Ultimately this will depend on the data and what’s common, so it can be hard to guess which annotation policy will give you the best accuracy-for-effort ratio. I would say that generally, the model will have an easier time learning annotation policies where the same text is usually labelled the same way. So, if you can detect the negation in a separate step, you might find it better to always have the label
ILLNESS apply to the phrase, and then have a text classification step over those sentences to detect whether it’s negated.
Here’s what that would look like in practical terms: you would first annotate all mentions of the illnesses, regardless of whether they’re negated. You’d then queue up a second annotation task to do negation detection on those sentences. You might find that a rule-based approach is sufficient for this, if there are only a few ways that the negation is expressed. I think a binary text classification step should be pretty easy to annotate and quite efficient, though.

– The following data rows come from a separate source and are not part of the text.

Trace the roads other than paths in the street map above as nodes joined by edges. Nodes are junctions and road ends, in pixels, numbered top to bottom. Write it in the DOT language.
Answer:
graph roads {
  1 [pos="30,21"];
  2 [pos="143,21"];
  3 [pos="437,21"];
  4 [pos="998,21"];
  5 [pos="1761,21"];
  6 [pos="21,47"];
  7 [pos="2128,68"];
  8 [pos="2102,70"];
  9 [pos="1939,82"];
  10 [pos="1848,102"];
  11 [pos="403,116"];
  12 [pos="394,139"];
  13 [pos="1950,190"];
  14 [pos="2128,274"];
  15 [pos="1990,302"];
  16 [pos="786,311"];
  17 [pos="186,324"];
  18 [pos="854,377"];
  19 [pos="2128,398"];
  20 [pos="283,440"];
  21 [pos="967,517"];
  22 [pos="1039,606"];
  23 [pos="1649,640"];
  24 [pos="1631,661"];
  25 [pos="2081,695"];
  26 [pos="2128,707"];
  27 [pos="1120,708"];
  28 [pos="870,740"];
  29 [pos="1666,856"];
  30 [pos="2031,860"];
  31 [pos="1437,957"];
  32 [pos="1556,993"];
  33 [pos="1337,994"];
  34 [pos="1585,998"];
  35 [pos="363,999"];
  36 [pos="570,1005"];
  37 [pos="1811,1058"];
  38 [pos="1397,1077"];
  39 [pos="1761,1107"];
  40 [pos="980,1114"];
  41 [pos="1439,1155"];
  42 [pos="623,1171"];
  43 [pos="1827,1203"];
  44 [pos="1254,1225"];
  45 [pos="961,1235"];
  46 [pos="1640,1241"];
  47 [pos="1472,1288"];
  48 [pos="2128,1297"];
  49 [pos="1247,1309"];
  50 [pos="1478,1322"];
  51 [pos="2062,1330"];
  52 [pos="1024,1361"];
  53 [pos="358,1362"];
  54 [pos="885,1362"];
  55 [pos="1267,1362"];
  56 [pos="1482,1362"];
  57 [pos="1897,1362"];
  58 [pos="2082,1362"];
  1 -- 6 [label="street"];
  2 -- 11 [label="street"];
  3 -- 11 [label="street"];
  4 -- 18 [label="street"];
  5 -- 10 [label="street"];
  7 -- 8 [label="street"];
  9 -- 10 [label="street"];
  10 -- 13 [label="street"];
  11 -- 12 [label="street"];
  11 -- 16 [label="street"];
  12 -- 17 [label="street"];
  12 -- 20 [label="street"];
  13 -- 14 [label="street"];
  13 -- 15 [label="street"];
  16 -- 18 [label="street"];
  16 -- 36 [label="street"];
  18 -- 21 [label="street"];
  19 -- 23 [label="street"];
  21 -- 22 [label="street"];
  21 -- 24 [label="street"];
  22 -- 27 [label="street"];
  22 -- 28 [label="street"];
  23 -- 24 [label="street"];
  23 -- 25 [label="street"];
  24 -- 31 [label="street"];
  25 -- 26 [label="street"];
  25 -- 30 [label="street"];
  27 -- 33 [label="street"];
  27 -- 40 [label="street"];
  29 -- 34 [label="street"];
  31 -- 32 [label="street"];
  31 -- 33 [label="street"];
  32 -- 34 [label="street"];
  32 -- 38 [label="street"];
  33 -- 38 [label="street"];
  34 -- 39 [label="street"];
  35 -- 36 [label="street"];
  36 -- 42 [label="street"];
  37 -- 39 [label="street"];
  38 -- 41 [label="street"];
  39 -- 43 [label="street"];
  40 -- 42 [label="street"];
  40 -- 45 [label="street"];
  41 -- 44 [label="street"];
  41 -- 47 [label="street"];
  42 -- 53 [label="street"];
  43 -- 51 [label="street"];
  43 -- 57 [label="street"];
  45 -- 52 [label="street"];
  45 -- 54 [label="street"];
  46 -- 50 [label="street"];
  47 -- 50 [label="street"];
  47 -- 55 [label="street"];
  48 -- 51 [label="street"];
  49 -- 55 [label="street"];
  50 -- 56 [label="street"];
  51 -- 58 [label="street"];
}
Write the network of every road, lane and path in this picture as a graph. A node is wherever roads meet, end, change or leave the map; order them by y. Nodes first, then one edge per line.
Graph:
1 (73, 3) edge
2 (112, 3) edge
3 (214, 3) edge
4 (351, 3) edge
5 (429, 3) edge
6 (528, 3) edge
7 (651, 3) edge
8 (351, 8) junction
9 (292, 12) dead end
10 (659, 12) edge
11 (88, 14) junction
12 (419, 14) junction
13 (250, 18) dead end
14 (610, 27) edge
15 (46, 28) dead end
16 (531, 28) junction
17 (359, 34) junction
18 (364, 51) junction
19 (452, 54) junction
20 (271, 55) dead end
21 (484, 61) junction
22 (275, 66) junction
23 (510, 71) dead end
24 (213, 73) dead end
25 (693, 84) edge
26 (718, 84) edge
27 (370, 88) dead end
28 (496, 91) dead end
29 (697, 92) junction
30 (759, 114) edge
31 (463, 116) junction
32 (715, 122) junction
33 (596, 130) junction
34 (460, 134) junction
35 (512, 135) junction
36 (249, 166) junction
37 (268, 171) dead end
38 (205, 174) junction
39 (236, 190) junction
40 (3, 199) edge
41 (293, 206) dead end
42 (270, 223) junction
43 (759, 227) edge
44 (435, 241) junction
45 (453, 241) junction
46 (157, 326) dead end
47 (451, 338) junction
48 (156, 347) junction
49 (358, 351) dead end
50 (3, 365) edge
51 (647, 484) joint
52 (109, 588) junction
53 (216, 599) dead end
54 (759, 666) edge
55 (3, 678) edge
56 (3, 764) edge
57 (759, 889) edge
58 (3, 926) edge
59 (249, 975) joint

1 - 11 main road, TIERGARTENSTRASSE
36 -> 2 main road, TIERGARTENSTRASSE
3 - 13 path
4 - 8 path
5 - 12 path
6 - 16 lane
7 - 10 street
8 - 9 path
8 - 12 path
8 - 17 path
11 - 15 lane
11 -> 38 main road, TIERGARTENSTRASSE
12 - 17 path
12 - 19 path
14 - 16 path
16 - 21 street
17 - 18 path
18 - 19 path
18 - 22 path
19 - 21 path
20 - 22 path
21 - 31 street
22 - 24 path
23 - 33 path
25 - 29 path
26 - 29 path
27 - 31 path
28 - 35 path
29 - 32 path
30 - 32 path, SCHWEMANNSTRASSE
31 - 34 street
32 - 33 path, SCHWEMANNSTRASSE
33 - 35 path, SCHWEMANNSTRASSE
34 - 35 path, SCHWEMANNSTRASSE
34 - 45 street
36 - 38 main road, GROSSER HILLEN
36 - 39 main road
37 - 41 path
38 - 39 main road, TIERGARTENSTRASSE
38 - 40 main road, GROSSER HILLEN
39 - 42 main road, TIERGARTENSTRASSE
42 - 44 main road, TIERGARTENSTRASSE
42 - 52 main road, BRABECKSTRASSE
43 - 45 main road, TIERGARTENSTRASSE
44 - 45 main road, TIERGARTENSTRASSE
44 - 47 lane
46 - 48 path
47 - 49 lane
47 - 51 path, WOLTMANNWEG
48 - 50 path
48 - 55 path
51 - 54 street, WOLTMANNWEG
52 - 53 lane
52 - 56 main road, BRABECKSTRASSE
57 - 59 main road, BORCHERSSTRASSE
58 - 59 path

If you like, you could do both phases of the annotation at once. You could have two entity types, for
NEG_ILLNESS. Then you could have a post-processing step which folds the labels together to make the NER dataset, and which also generates the text classification dataset.
The general thing to consider is that your annotation process can be different from how you divide the work for your machine learning pipeline, which can be different again from the way you actually output the labels for use in the rest of your application. You can perform rule-based transformations between all of these, because the presentation of the problem that’s most efficient to annotate is not necessarily the way that a model will find it easiest to learn.